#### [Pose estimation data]
· · · ·
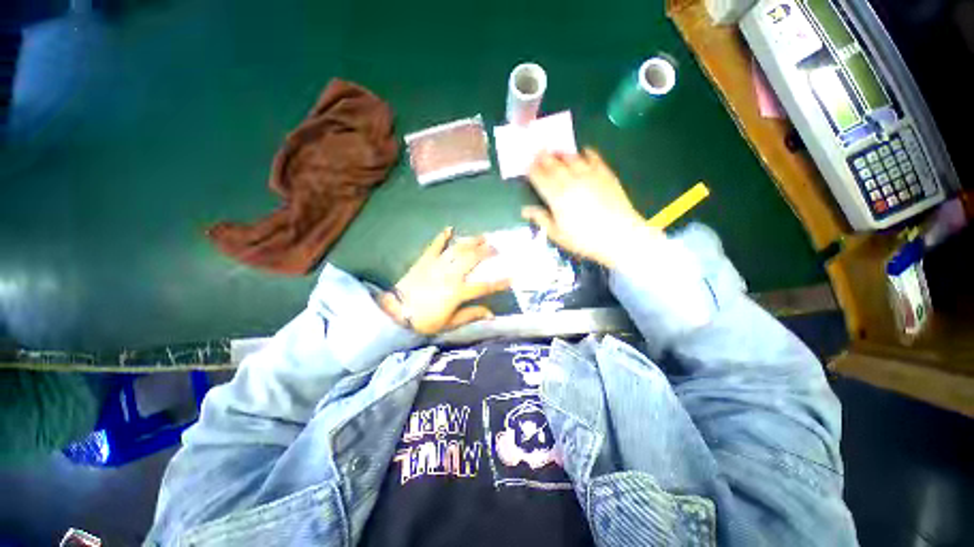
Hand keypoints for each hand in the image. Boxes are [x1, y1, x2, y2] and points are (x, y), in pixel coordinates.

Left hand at [378, 227, 510, 334]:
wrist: (396, 312)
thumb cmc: (424, 320)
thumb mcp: (449, 323)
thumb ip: (470, 315)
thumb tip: (491, 315)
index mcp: (458, 292)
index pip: (484, 286)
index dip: (500, 282)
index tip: (513, 278)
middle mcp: (450, 275)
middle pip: (472, 259)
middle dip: (487, 252)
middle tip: (497, 248)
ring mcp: (437, 265)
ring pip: (458, 249)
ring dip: (471, 242)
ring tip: (482, 236)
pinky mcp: (425, 260)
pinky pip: (435, 246)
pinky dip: (442, 237)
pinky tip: (450, 228)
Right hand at [522, 149, 656, 268]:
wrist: (619, 236)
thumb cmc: (584, 239)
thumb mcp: (557, 234)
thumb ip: (541, 218)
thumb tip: (524, 210)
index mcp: (556, 196)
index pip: (540, 178)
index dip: (532, 171)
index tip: (527, 166)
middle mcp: (570, 181)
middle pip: (554, 165)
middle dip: (544, 157)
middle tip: (538, 151)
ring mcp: (589, 175)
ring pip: (572, 158)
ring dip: (562, 153)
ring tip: (556, 151)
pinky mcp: (605, 175)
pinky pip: (594, 158)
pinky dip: (587, 152)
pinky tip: (584, 151)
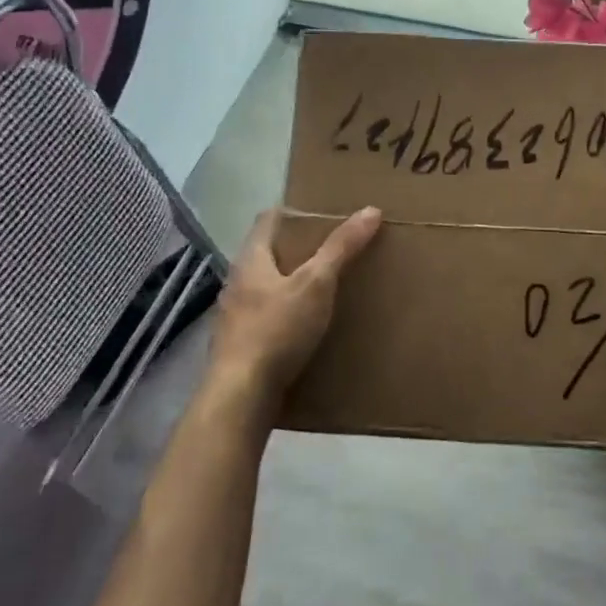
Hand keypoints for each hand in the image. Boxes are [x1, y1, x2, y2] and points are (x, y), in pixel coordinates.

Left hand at [211, 207, 381, 403]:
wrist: (241, 395)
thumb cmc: (277, 329)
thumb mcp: (317, 284)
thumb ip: (341, 248)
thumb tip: (371, 210)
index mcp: (251, 259)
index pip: (268, 220)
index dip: (292, 212)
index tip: (320, 214)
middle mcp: (237, 282)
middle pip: (266, 254)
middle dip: (295, 250)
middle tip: (330, 250)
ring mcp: (234, 316)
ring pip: (265, 288)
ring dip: (289, 285)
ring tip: (322, 289)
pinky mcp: (239, 346)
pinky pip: (265, 319)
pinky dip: (285, 316)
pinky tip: (304, 329)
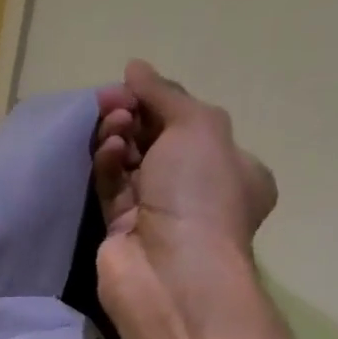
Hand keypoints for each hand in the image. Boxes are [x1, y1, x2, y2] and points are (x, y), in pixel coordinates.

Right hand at [92, 60, 275, 318]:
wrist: (170, 270)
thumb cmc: (199, 194)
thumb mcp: (197, 127)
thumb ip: (165, 94)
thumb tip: (135, 67)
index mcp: (231, 167)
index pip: (191, 123)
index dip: (160, 101)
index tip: (131, 86)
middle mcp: (196, 189)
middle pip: (157, 140)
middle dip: (134, 116)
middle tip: (110, 103)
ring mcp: (157, 211)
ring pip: (130, 162)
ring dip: (118, 137)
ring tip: (110, 127)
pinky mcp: (121, 227)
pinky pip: (111, 187)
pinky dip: (107, 165)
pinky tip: (105, 152)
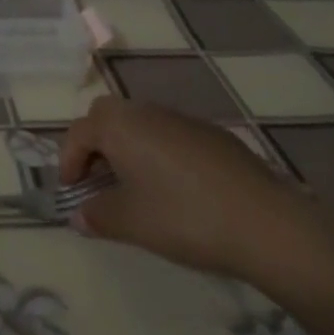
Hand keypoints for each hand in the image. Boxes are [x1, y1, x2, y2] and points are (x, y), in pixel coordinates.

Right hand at [60, 96, 319, 281]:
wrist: (265, 221)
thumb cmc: (184, 217)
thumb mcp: (132, 223)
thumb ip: (98, 215)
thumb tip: (80, 214)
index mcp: (120, 126)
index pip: (79, 132)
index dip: (68, 160)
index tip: (71, 191)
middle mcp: (146, 111)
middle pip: (107, 116)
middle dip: (95, 144)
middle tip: (97, 180)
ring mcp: (182, 118)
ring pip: (140, 122)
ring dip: (127, 147)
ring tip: (134, 187)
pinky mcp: (212, 134)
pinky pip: (169, 134)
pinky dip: (158, 152)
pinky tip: (175, 189)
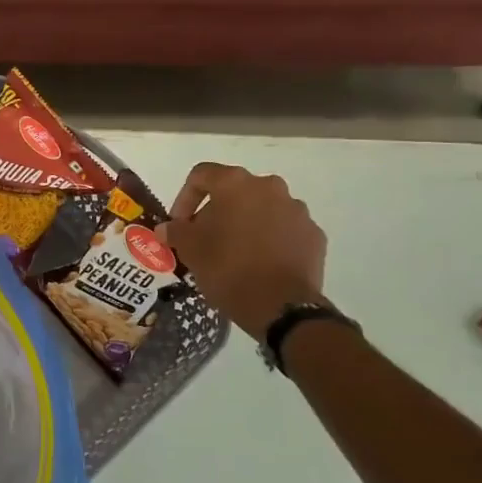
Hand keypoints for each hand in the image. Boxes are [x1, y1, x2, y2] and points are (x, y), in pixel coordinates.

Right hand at [165, 164, 327, 338]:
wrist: (281, 307)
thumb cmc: (228, 268)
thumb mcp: (190, 250)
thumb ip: (176, 231)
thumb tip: (168, 228)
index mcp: (235, 184)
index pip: (201, 175)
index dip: (184, 198)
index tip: (180, 224)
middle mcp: (270, 187)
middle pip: (235, 191)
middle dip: (217, 211)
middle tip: (206, 238)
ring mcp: (297, 210)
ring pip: (262, 209)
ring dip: (246, 224)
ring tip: (235, 253)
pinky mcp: (314, 234)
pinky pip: (285, 229)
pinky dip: (271, 240)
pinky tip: (261, 264)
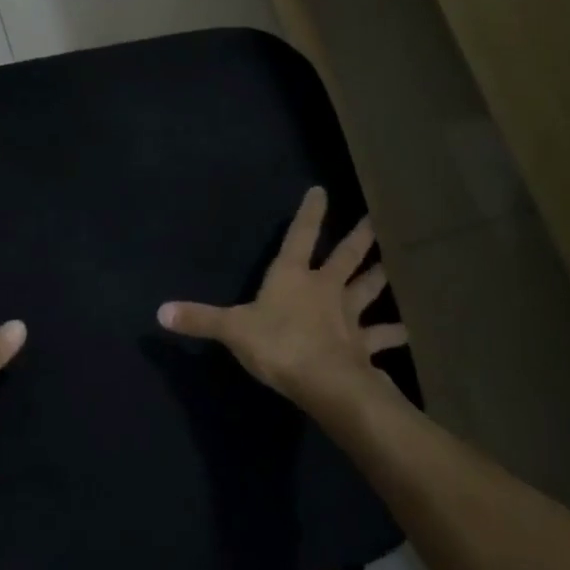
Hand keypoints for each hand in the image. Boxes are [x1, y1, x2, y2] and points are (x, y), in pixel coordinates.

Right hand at [157, 187, 403, 410]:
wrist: (322, 380)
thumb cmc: (277, 344)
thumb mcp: (232, 329)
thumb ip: (199, 319)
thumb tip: (159, 312)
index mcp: (292, 276)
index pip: (299, 236)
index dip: (309, 213)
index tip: (321, 190)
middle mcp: (325, 288)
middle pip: (346, 256)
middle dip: (359, 237)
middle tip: (376, 219)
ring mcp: (348, 316)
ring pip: (368, 289)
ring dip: (380, 278)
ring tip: (396, 266)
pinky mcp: (362, 345)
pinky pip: (382, 337)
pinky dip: (395, 333)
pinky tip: (410, 332)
· · · ·
Word for word, give again the lines from the first entry to the line with "thumb tip: (524, 210)", inclusive. Exclude the pictures.

Hand keypoints for each hand in the image. Boxes are [x1, y1, x2, y2] and points are (x, y), in pixel coordinates.

Left hand at [378, 227, 510, 334]:
wrist: (396, 312)
thumb cmc: (424, 320)
thumb mcp: (449, 323)
thumb ip: (470, 315)
thumb tip: (491, 315)
index mcp: (458, 292)
index pip: (484, 286)
index dip: (500, 282)
index tip: (513, 278)
middle mcp: (450, 275)
middle pip: (472, 259)
middle dip: (487, 252)
middle tip: (497, 248)
ring mcp: (437, 265)
ring pip: (458, 249)
ring dip: (471, 242)
ring tip: (482, 236)
pinky mcp: (425, 260)
pinky pip: (435, 246)
pinky dip: (442, 237)
pinky tip: (450, 228)
Right hand at [522, 149, 656, 268]:
wrist: (619, 236)
thumb cmc: (584, 239)
thumb mcp: (557, 234)
thumb ip: (541, 218)
thumb tip: (524, 210)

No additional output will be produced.